EXERCISE PROMPT: For this exercise, write out every entry exactly and leave the pictures out.

§

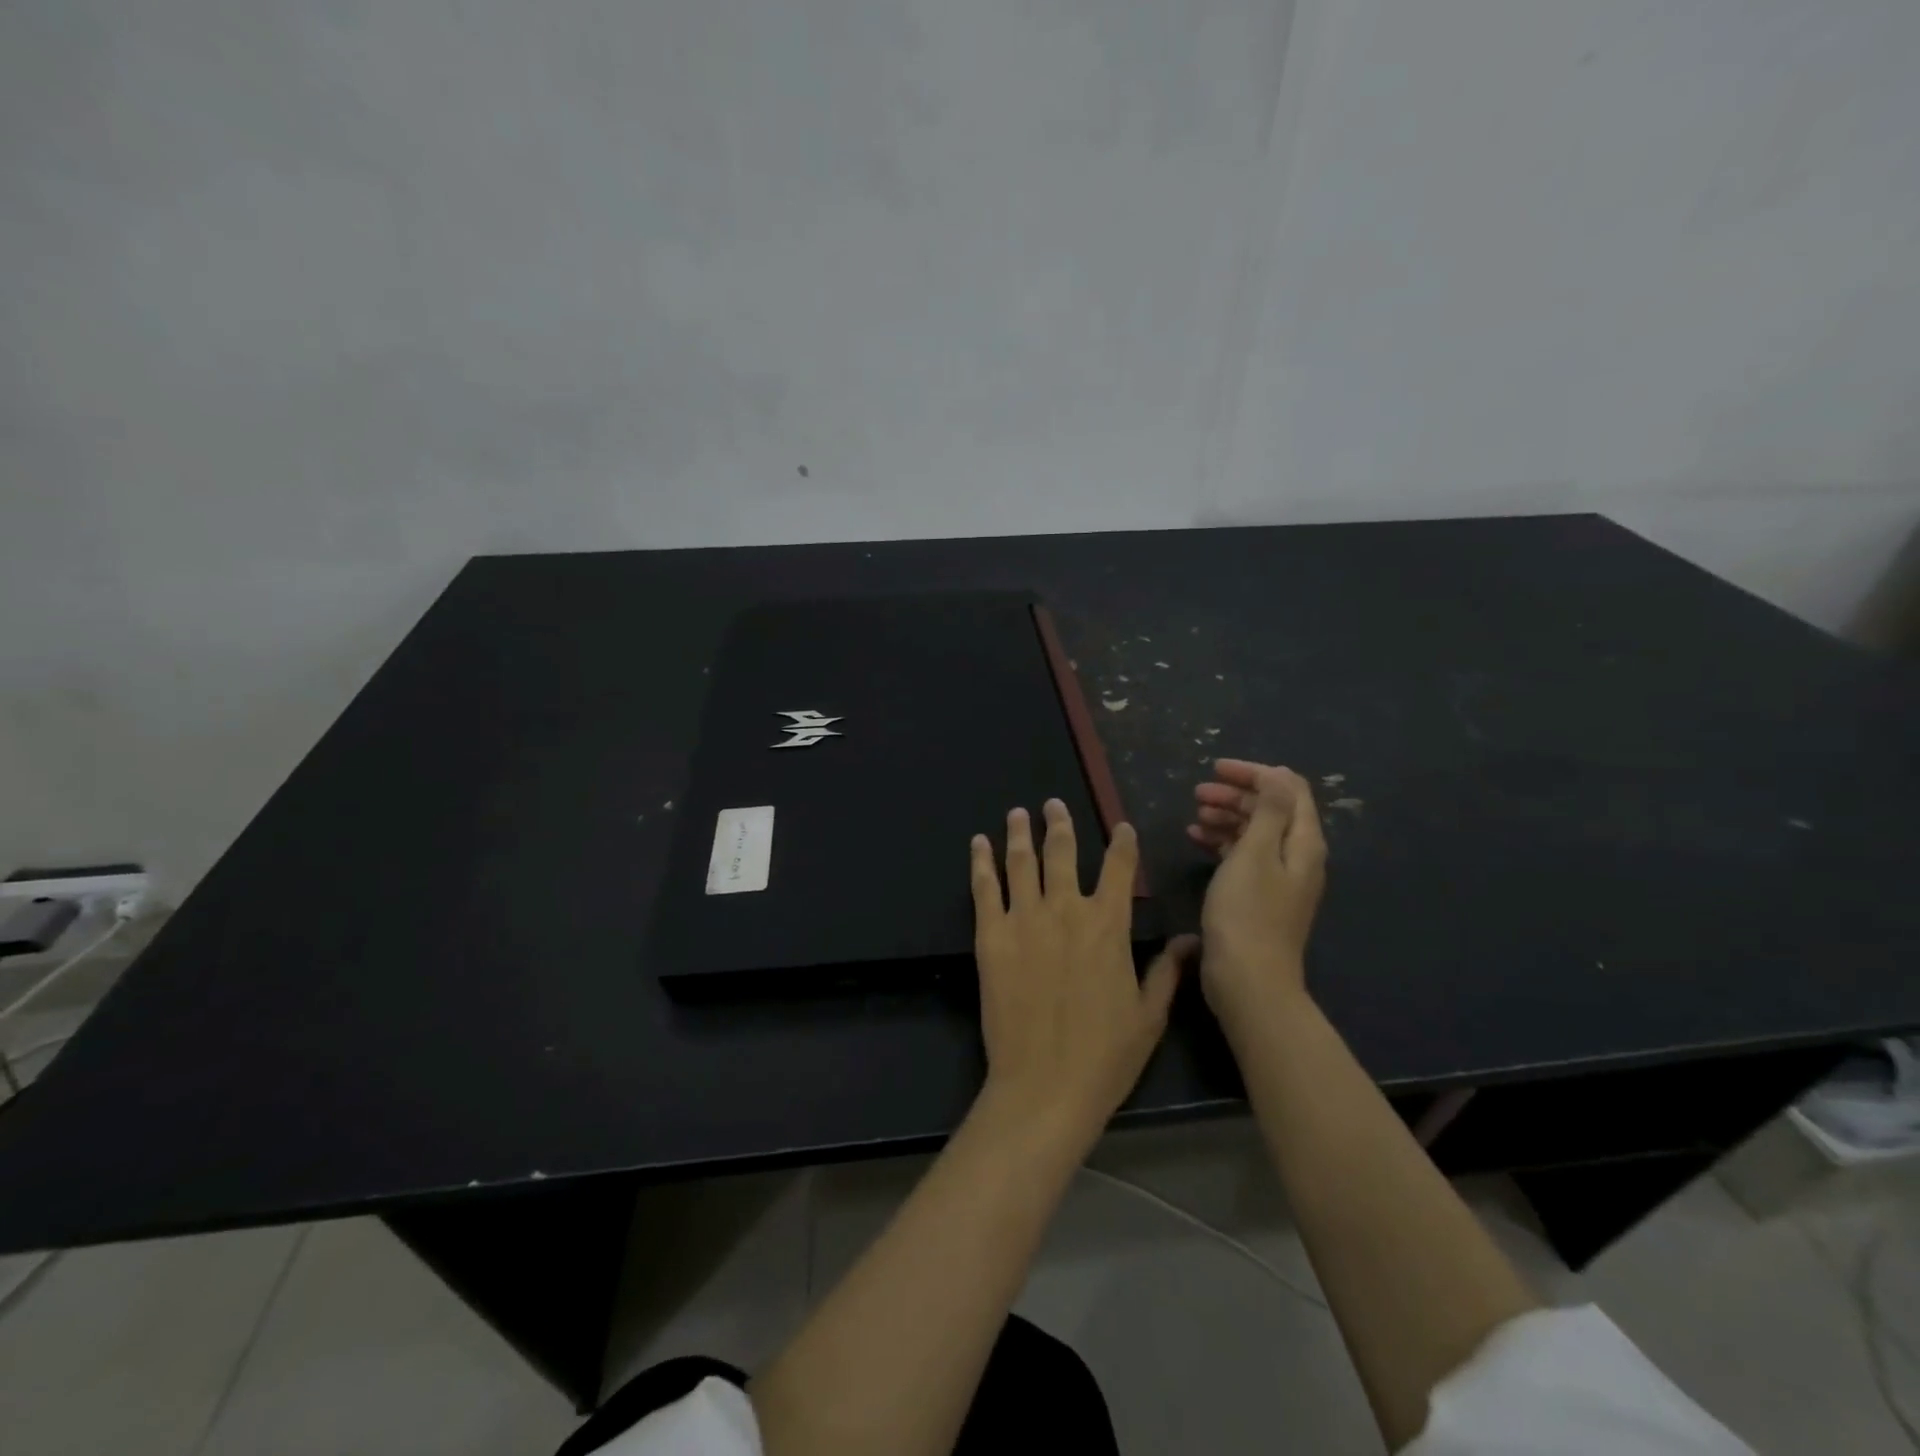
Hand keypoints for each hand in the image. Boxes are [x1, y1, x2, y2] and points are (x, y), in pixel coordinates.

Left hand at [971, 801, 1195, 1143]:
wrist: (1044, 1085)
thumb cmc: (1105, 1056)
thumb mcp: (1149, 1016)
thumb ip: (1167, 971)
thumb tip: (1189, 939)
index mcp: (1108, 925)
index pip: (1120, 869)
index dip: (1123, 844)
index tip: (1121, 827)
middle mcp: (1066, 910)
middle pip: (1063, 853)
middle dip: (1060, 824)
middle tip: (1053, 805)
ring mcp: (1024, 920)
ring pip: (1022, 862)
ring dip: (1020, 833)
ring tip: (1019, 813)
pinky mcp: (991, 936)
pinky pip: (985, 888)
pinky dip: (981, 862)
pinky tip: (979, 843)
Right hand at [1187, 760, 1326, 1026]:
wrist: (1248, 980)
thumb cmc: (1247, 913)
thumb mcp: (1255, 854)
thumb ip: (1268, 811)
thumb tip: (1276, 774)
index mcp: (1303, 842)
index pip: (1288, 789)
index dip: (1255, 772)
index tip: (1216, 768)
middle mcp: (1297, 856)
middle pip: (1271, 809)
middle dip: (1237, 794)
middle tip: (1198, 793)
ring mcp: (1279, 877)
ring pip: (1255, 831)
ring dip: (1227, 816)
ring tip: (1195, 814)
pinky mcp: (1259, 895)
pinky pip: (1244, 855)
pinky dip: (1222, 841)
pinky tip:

§

SOLUTION:
Hand keypoints for each hand in the image. Boxes are [x1, y1, x2, y2] and points are (x, y), in pixel coordinates.

Left hand at [971, 801, 1195, 1143]:
wrist: (1044, 1085)
thumb cmc: (1105, 1056)
thumb mcp: (1149, 1016)
thumb ip: (1167, 971)
thumb tip: (1189, 939)
index mcp: (1108, 925)
index pip: (1120, 869)
index dip: (1123, 844)
index tip: (1121, 827)
middle mcp: (1066, 910)
middle pip: (1063, 853)
middle dip: (1060, 824)
middle tip: (1053, 805)
ring mcp: (1024, 920)
ring pip: (1022, 862)
ring dip: (1020, 833)
ring tip: (1019, 813)
pinky mcp: (991, 936)
pinky pip: (985, 888)
pinky dip: (981, 862)
pinky tip: (979, 843)
Right hand at [1187, 760, 1326, 1026]:
wrist: (1248, 980)
thumb cmc: (1247, 913)
thumb mcp: (1255, 854)
thumb ip: (1268, 811)
thumb tip: (1276, 774)
index mcp: (1303, 842)
index pip: (1288, 789)
index dip: (1255, 772)
index tip: (1216, 768)
middle mcp: (1297, 856)
middle pip: (1271, 809)
middle dip: (1237, 794)
middle tip: (1198, 793)
ring mcp: (1279, 877)
ring pip: (1255, 831)
ring dip: (1227, 816)
ring tip: (1195, 814)
pinky mcp: (1259, 895)
pinky pip: (1244, 855)
pinky dip: (1222, 841)
pinky tip:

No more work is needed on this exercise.